With several courses on online platforms, teachers are often curious about how many students were cheating in the free online class in the absence of online exam proctoring.
To figure this out, some institutions created an exam that had many different answer keys and some 60,000 distinct ways to earn a perfect score. As the answer keys were unique, each of them could be tracked separately.
The system tracks the 6,000 students who took the test (of the 48,000 enrolled in the course) to see if they would share answers. According to the analysis, out of those 6,000 students, it is likely that 20 had cheated. The additional observation led to determine that the cheating had been pretty low tech.

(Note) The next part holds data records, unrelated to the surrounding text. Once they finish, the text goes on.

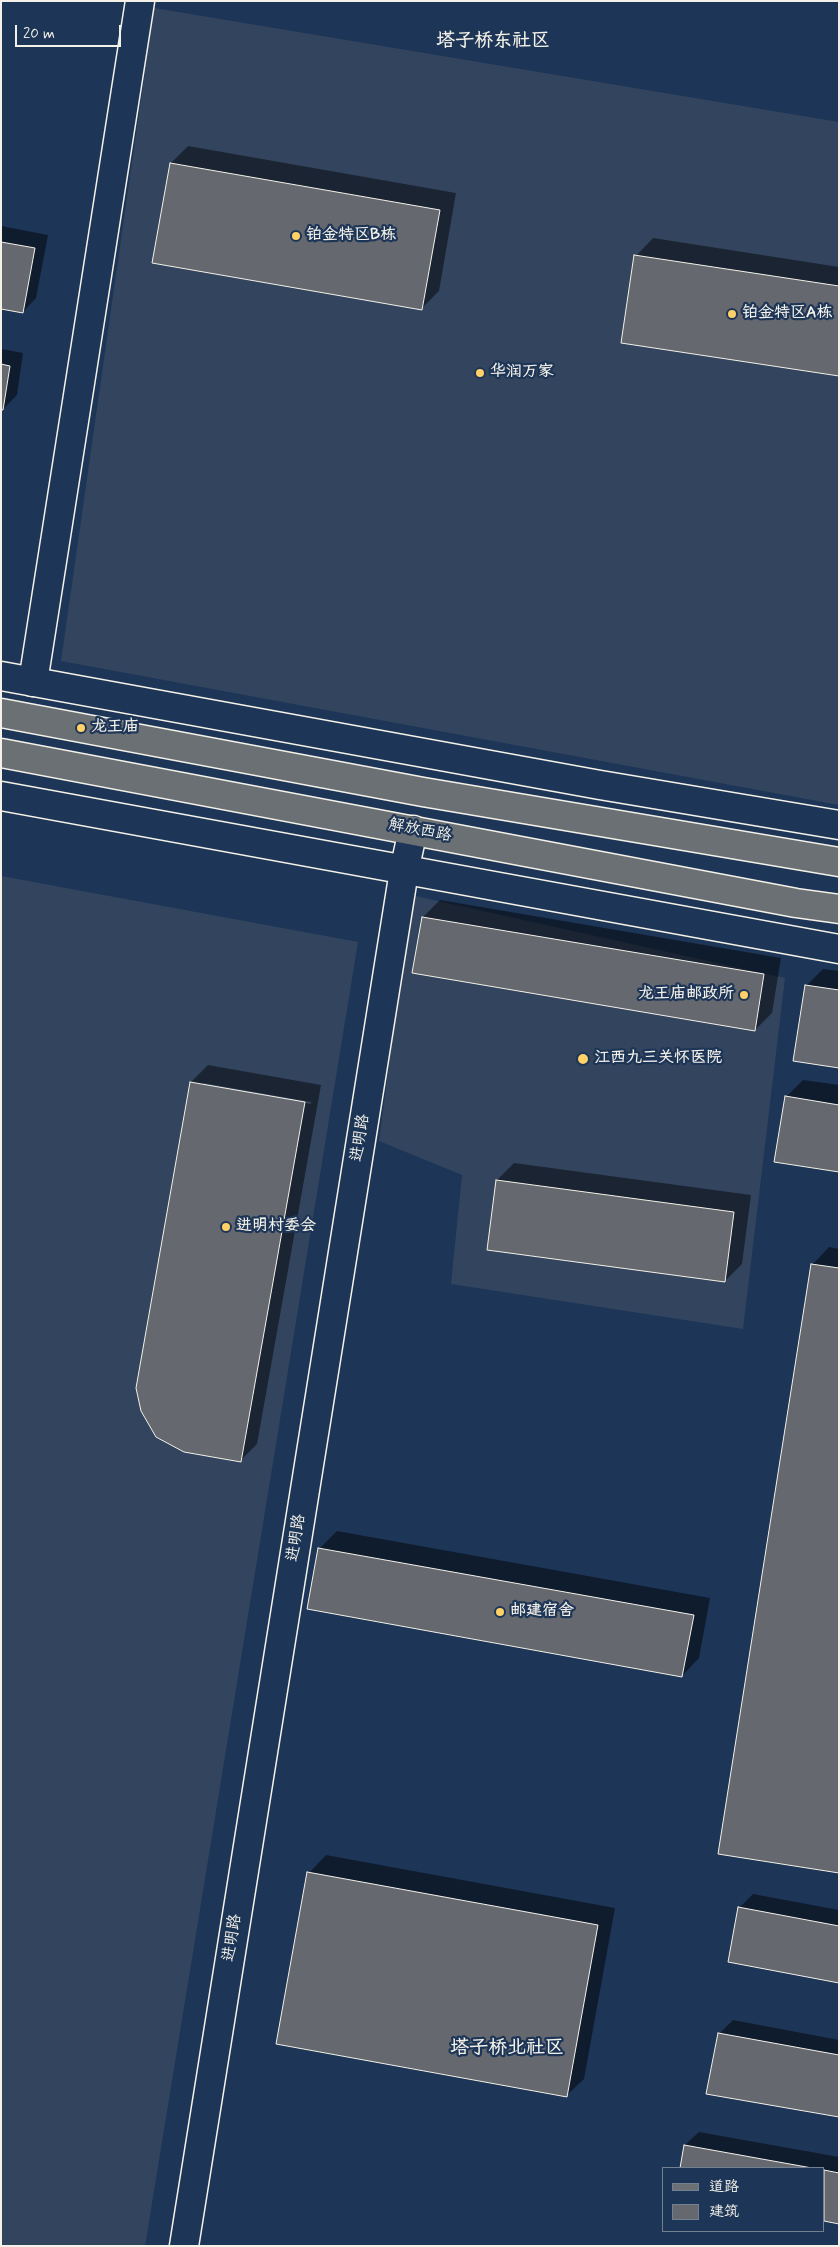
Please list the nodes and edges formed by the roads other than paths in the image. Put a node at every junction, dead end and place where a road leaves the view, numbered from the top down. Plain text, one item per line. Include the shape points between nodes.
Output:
1 (140, 1) edge
2 (1, 676) edge
3 (33, 682) junction
4 (1, 713) edge
5 (1, 753) edge
6 (1, 796) edge
7 (839, 825) edge
8 (413, 830) junction
9 (839, 861) edge
10 (404, 871) junction
11 (839, 909) edge
12 (839, 949) edge
13 (184, 2246) edge

1 - 3 street
2 - 3 street
3 - 7 street
4 - 9 main road via 423,792
5 - 8 main road, 解放西路
6 - 10 street
8 - 10 street, 进明路
8 - 11 main road, 解放西路
10 - 12 street
10 - 13 street, 进明路

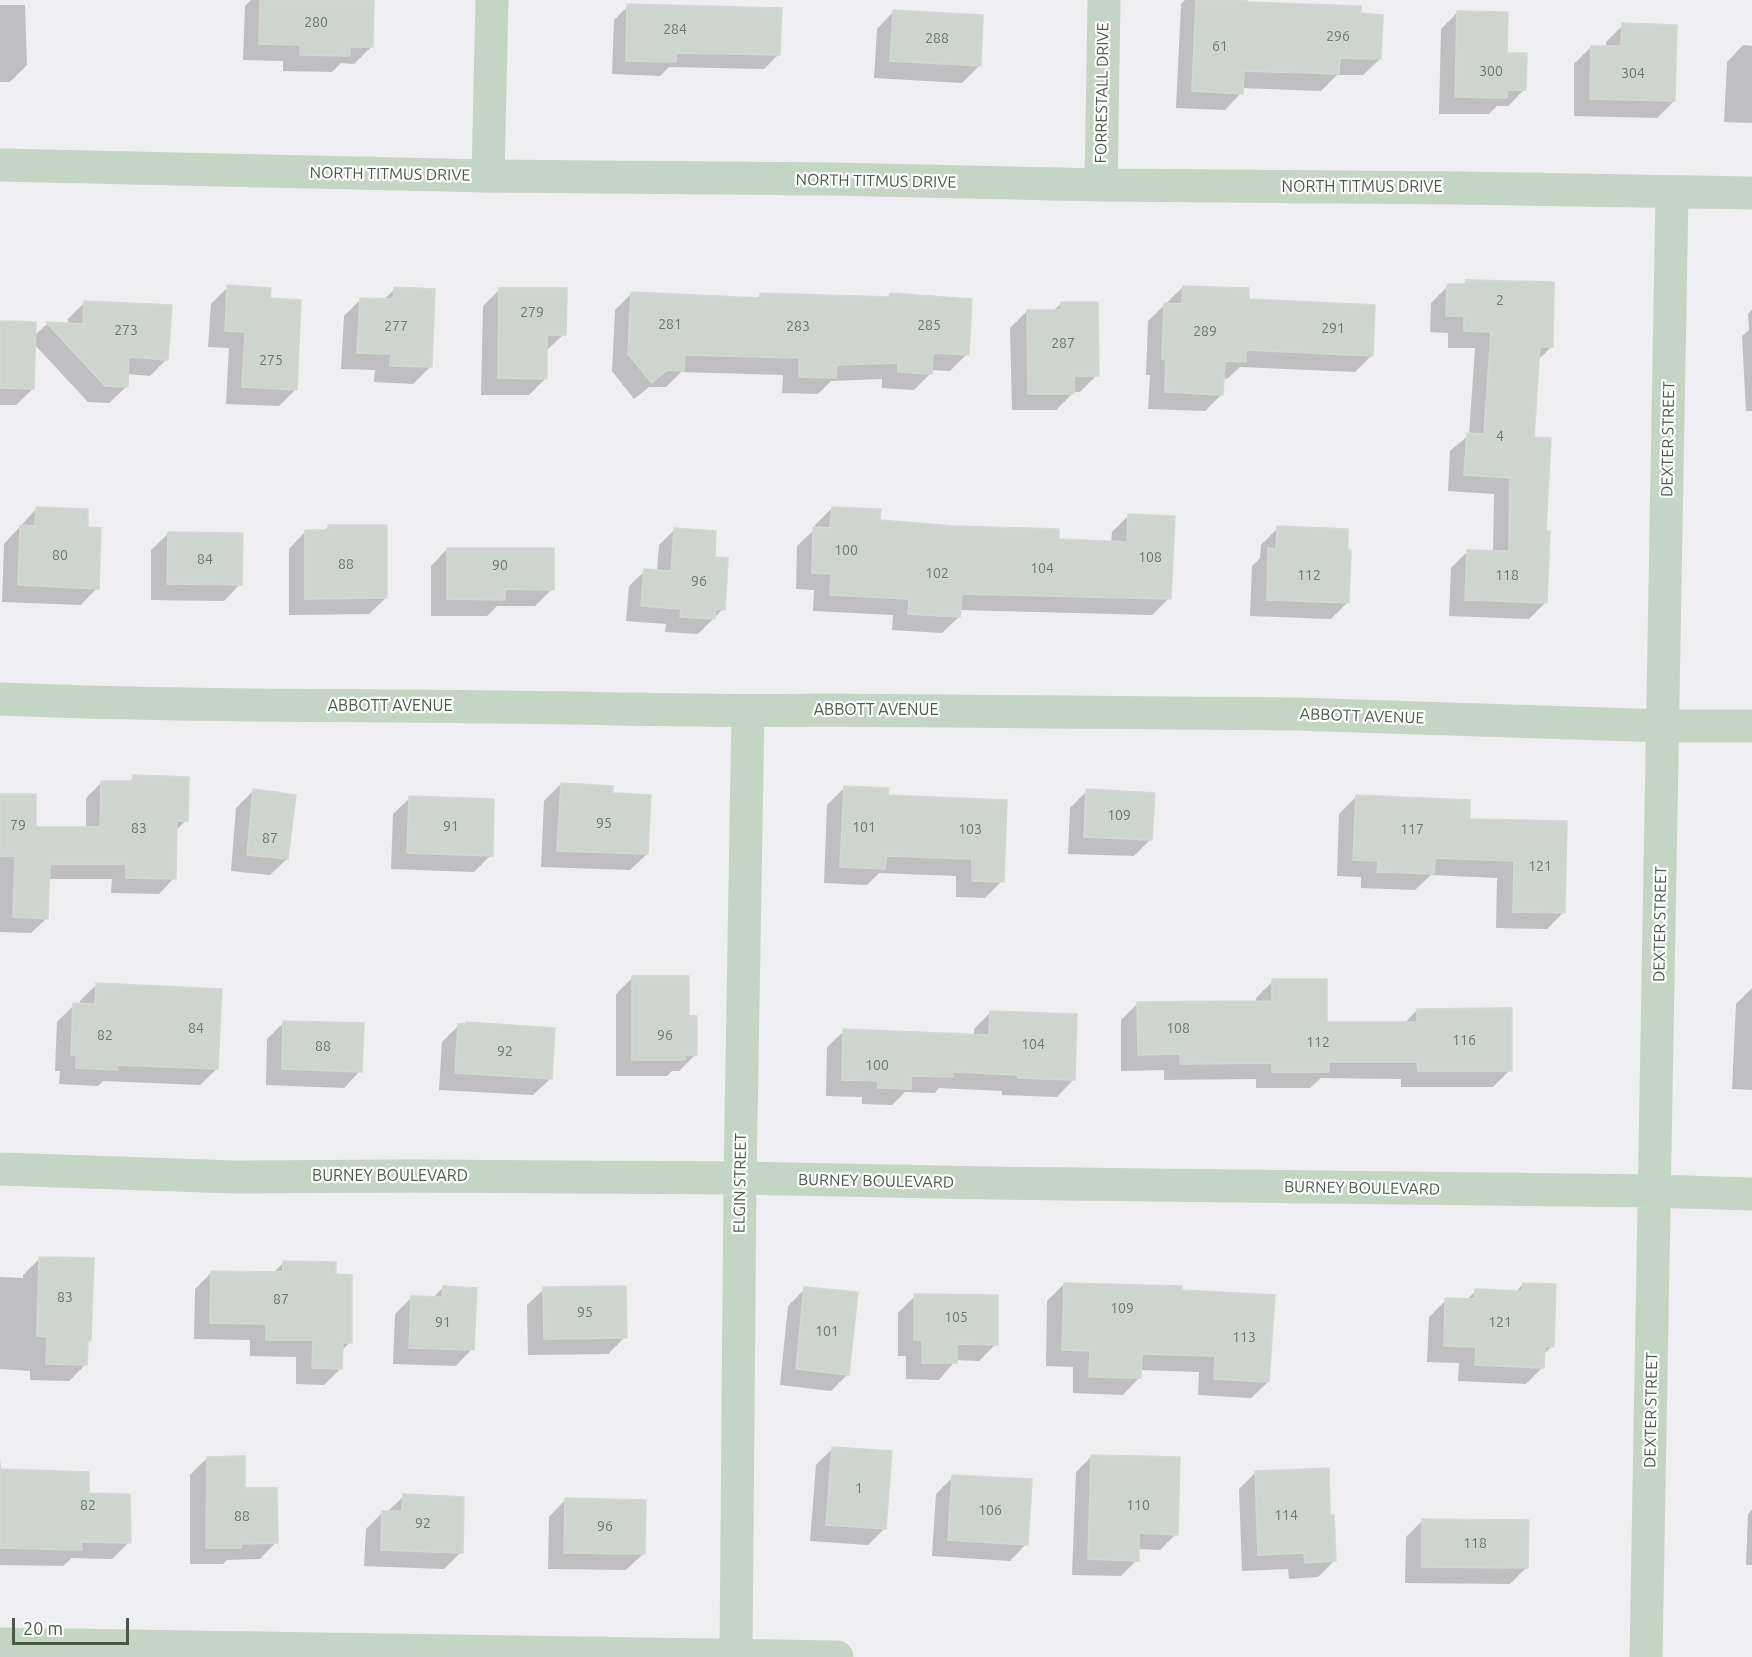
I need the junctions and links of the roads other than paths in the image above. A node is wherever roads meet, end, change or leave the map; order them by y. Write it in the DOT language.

An online chat program was used where ten students appeared to have collaborated on the exam, whereas 10 others appeared to have shared answers via e-mail. But some have taken the small number of cheaters as a good sign.
That’s surprisingly low if you think about it. The techniques, such as e-mailing the answer key or collectively completing the exam in a chat room, literally anyone could think of that. And there’s nothing, technically, that we could do to stop them from doing it, other than having great online proctoring services.
Higher-tech options on the table: a system of online proctoring, currently under development, in which students put their identification cards in front of their webcam and later take the exam, meanwhile a proctor proctors them via the internet.
Of course, all the cheating would not be stopped. Think, how to stop a candidate from mouthing answers to the test taker? Here, remote online exam proctoring could act as a deterrent.
There are 3 basic-level MOOCs, introduced by a renowned institute including English composition, psychology, and physics. There is also a consideration for incorporating high-tech online proctoring authentication processes, say facial recognition software. The world seems to be going toward test proctoring for a reason.
There is a worrisome thought circulating that designing courses with cheating in mind will cause MOOCs to lose too much of their openness. We can’t get too crazy about cheating.
We have to accept the fact that we can’t make this thing airtight, and if we try to make it more airtight, the worse it becomes an educational experience. Cheating is not something to eliminate, find ways to bring in online proctoring .
It is the time where brick-and-mortar teacher training programs are under scrutiny, remember, the online teacher training has the potential to either help or jeopardize efforts of refining public education.
With the advent of technology, internet classes could widen access to the profession and be a solution to teacher shortages. But if remote exam proctoring can’t ensure quality, they’ll instead just pump thousands of ill-prepared teachers into the system.
One can join teacher-hopefuls in a virtual course to explore how well the rapidly growing field is preparing individuals for the classroom.
There is a required course in the master’s program for teachers-to-be, which covers subjects of standardized testing, teaching in multicultural classrooms and, yes, the history of public schools in America.
According to some, they learned a lot about education but little about how to conduct themselves in a classroom. That was partly because this class, didn’t cover specific teaching strategies.
Some skeptics question whether the basic lack of human interaction during an online class can lead to problems down the road.
When teachers trained online regarding the proctored exam, they noticed problems maybe could have helped earlier,” such as the way a teacher answers student questions. What it says is we really have to start earlier in designing our online classes to be much more interactive.